Tuesday, August 14, 2012

AdoptionTalk: Conflicts Between Priorities in Adoption Placements

Kinship care has long been preferred for kids who can't be parented by their biological parents. Why this preference for kinship care? First, placement with a relative usually provides the child with a continuing relationship with other relatives, including siblings, and possibly including the biological parents. Second, children adopted by relatives are less likely to suffer from identity confusion than they might if adopted by a stranger. Third, kinship placement is likely to be same-race placement, avoiding racial identity issues, too.

Kinship care usually also provides continuity -- a child raised by a grandparent, for example, is being raised by someone they have likely had a relationship with for their entire life.? And continuity of placement is afforded high priority, too.

Placing siblings together is also another recognized priority in adoption placement. Splitting up brothers and sisters is considered a negative thing.

So what should happen when kids are placed with a foster family as newborns because of neglect from biological parents, and then relatives step forward and want to adopt? And what if those relatives are parenting a sibling that the foster parents sent away after one month? This story raises?these conflicts among priorities in adoption placement:

?Playing in her tiny plastic kitchen area, Jada is very much in charge. "I cook," the 3 year old announces.

Meanwhile, her twin brother Julian is outside, driving his electric car around their Roswell driveway, a confidant toddler behind the wheel.

This duo is unaware of the battle over who will raise them, and their adoptive parents hope to protect them from that battle as long as possible.

"We just decided maybe this was the time to do it," Lisa Williams said of the decision she and her husband Ted made to become foster parents more than three years ago.

Their own three children were almost grown, and they said they wanted to give back.

Ted talks about the day the twins came to them. "Imagine at noon having a very normal day, and by 6 p.m., you have three children living in your house."

Jada and Julian were five weeks old when they came to the Williams family. Their older brother Jayden was 16 months old. Lisa and Ted said three children was too much, so after a month, Jaydan was moved and they had just the twins.

* * *

When Jada and Julian were 15 months old, Tina Wilson's adoptive brother and his wife, Jeffery and Elissa Wilson, came forward and said they wanted to raise them.

Ted and Lisa wanted to raise them too.

* * *

Here is an example of the twists and turns.
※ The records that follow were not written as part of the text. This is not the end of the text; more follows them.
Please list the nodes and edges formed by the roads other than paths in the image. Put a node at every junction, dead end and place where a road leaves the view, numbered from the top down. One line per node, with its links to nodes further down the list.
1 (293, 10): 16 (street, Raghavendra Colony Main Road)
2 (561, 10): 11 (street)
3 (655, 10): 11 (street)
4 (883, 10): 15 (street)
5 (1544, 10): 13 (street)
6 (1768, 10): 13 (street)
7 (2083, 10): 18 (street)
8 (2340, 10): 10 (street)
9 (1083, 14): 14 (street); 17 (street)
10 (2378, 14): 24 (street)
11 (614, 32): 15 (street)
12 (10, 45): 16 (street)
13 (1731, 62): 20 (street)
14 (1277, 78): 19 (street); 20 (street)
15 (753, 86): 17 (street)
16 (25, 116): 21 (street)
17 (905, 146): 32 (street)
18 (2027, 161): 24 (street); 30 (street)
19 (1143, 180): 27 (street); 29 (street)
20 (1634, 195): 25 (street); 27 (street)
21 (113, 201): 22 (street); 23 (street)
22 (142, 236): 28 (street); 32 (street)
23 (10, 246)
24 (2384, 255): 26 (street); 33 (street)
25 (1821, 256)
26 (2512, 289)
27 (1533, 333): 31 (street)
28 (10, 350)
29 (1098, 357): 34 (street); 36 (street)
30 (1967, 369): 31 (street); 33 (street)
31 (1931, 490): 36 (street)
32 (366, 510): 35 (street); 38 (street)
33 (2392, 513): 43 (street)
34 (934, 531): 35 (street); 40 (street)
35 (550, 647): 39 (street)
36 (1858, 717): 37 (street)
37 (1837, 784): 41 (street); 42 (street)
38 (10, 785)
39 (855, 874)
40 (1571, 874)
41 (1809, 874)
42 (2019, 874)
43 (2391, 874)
On February 28, 2011, Fulton County juvenile court awarded custody of Jada and Julian to Elissa and Jeffery Wilson and the twins were taken from the Williams' Roswell home and were sent to the Wilsons' McDonough home. But that only lasted nine days. That's when the Williams family successfully adopted the twins in Fulton Superior Court. They went and picked the twins up that day.

* * *

Tina Wilson's attorneys at The Fulton County Public Defender's Office would not talk to us on camera, but in a statement say Jeffery and Elissa Wilson are upstanding citizens who want to raise their niece and nephew and reunite them with their older half brother Jayden.

Tina Wilson gave birth to another set of twins a year ago. Right now, she is raising them.

"So this idea that you're going to have all of the biological mother's children raised together under one roof is an impossible dream, and it's a dream for which Jada and Julian should not be sacrificed," Rugh Johnson said.

Jada and Julian are three and a half years old.

* * *

The decision of who will ultimately raise them could come any day.

So what do you think?? How should this case be resolved?? Of course, it's too late now for what the solution should have been -- child welfare authorities should have proactively searched for an in-family placement for the twins in the first place instead of waiting around to see if anyone would step forward.?

But how would you balance these various priorities now, over three years later? Would it make a difference that the kinship caregiver is the adopted brother, not the biological brother, of the biological mother? How do you factor in the fact that there was not previous relationship between these children and the kinship caregiver?? Does it matter that not all of Tina Wilson's children would be parented together regardless of what happens? But isn't it more likely that these twins will have a relationship with Tina's other children if they are being parented by Tina's brother? Does it matter that the foster parents had the opportunity to parent the older brother and rejected him?

Pretend you're the judge.? How would you rule?